Et enfin, l’école de la régulation n’est-elle pas tellement imprégnée de socialisme et de corporatisme (à la française) qu’elle risque désormais de se trouver liquidée comme une de ces modes qui tout en laissant une marque profonde n’en disparaissent pas moins très vite sans regrets et sans larmes de la scène parisienne de petites et grandes doctrines nationales ?

Toutes ces interrogations resteraient inappropriées et ne pourraient guère être formulées que par des adversaires acharnés si elles ne contenaient un peu de vrai, ce dont témoignent les derniers développements de cette école et les différentes positions de ses auteurs. L’obstination à maintenir un point de vue dépassé sur les rapports de classe, ou encore l’obsession à maintenir envers et contre tout l’approche politique régulationniste même après avoir reconnu les mutations de l’organisation du travail (l’ancien compromis fordiste plaqué une fois de plus sur la nouvelle composition “japonaise” du travail industriel ! ), sont sur ce point exemplaires. L’extension et la consolidation du bagage méthodologique de l’école enrichissent l’ATR, mais ne modifient pas les articulations essentielles de son approche ; son rapport plus souple à la phénoménologie économique et productive ne réussit à produire qu’une vision confuse et ambiguë des nouvelles déterminations scientifiques de l’analyse. Pour en rester sur ce terrain, est encore plus révélatrice l’attention portée (et ceci concerne plusieurs auteurs de l’école de la régulation) aux productions théoriques récentes de la sociologie et de l’économie des “conventions” : là, la tendance corporatiste ( qui s’adaptait si bien à l’ancienne grille de lecture des rapports sociaux fordistes) feint de se renouveler quand elle reprend l’efficacité normative de l’accord consensuel des groupes (à l’intérieur de chacun et entre eux) en tant qu’utopie à poser à la base de l’analyse économique. Vraiment, “il faut que tout change pour que rien ne change ! “.
Et pourtant toutes ces attaques polémiques resteraient superficielles si un autre élément ne venait par ailleurs rendre la critique plus essentielle : c’est que le “socialisme” de l’école est véritablement radical et indépassable. Implanté dans la tradition de l’introuvable marxisme français, ce socialisme est à la fois culte de la solidarité du travail et apologie de la collaboration entre les classes laborieuses. C’est l’identification de la critique de l’économie politique au développement de la productivité industrielle et à la défense du producteur national. En conséquence, l’ouvrier de l’industrie est le sujet exclusif de la critique de l’économie politique, donc de la politique socialiste. Prenez les régulationnistes, secouez-les, renversez-les, faites-leur vider leurs poches (cette opération, ce n’est pas nous qui la faisons, mais eux qui l’exercent sur eux-mêmes depuis désormais plusieurs années) : cet exercice terminé, ils proclameront toujours et encore leur foi dans la centralité du travail industriel salarié.

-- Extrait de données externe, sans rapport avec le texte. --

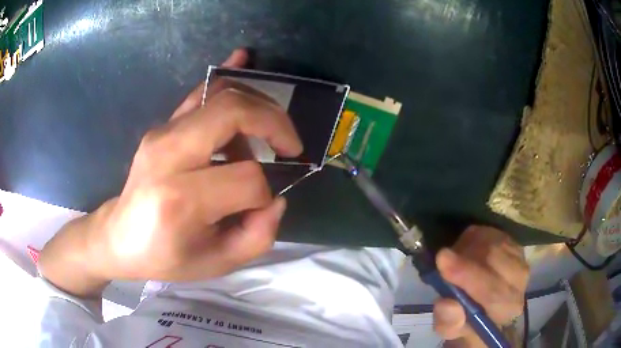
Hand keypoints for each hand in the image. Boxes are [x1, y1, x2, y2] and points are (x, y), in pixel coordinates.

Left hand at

Et c’est là que leur idéologie se fait jour : ce sont des modernisateurs du travail. Mais cette conclusion ironique se doit aussi de reconnaître la portée critique du résultat effectif : s’élevant contre certaines traditions du mouvement ouvrier organisé, les régulationnistes ont pendant les années 70 centré l’analyse du mouvement ouvrier autour de la figure de l’ouvrier tayloriste et fordiste. Au modèle professionnel des .syndicats officiels et des partis plus ou moins socialistes, ils ont opposé efficacement, avec un sens aigu des transformations en acte, la figure sociale et l’action politique de l’ouvrier massifié.
En ceci, ce sont des enfants de 68. Dans la théorie modernisatrice de l’école de la régulation la nature du compromis social et politique – de tradition réformiste – s’est trouvée profondément modifiée par la richesse de la figure de l’ouvrier massifié qu’elle avait eu l’originalité de mettre en lumière. Mais ils se sont arrêtés là. La nouvelIe composition salariale, les dynamiques des nouveaux compromis, leur efficacité institutionnelIe, leurs effets sociaux se sont mués en un “écran opaque” face aux transformations ultérieures du travail, aux nouvelles expériences de classe, à la requalification progressive des rapports de force sociaux. Le travail, la “justice du travail”, le socialisme – c’est tout. Il semble que les régulationnistes n’aient jamais lu la “Critique du programme de Gotha” du défunt professeur Marx.. Et pourtant, dans la subsomption de la société dans le capital (68 ouvrait cette période), surgissaient un Hypercapitalisme et un Hyperprolétariat. séparés non plus dans le compromis mais par la chute de la loi de la valeur/ travail : les régulationnistes n’ont pas voulu problématiser cette situation. Tandis que le travail devenait “libre”, sous la seule forme où il peut le devenir dans un régime capitaliste, c’est-à-dire mobile, flexible, dans l’espace et dans le temps, tandis que le travail devenait de plus en plus intelIectuel. immatériel, de plus en plus social, les régulationnistes continuaient à chercher des sujets stables auxquels rattacher la contractualisation, le compromis. Mais les sujets stables n’étaient plus désormais que de risibles caricatures de la subjectivité de classe. Sous l’empire de l’illusion, les régulationnistes ont flirté avec le gouvernement Mauroy, avec la CFDT, avec la DGB, avec la social-démocratie suédoise, avec la FIOM italienne. avec Solidarnosc. et on pourrait allonger la liste…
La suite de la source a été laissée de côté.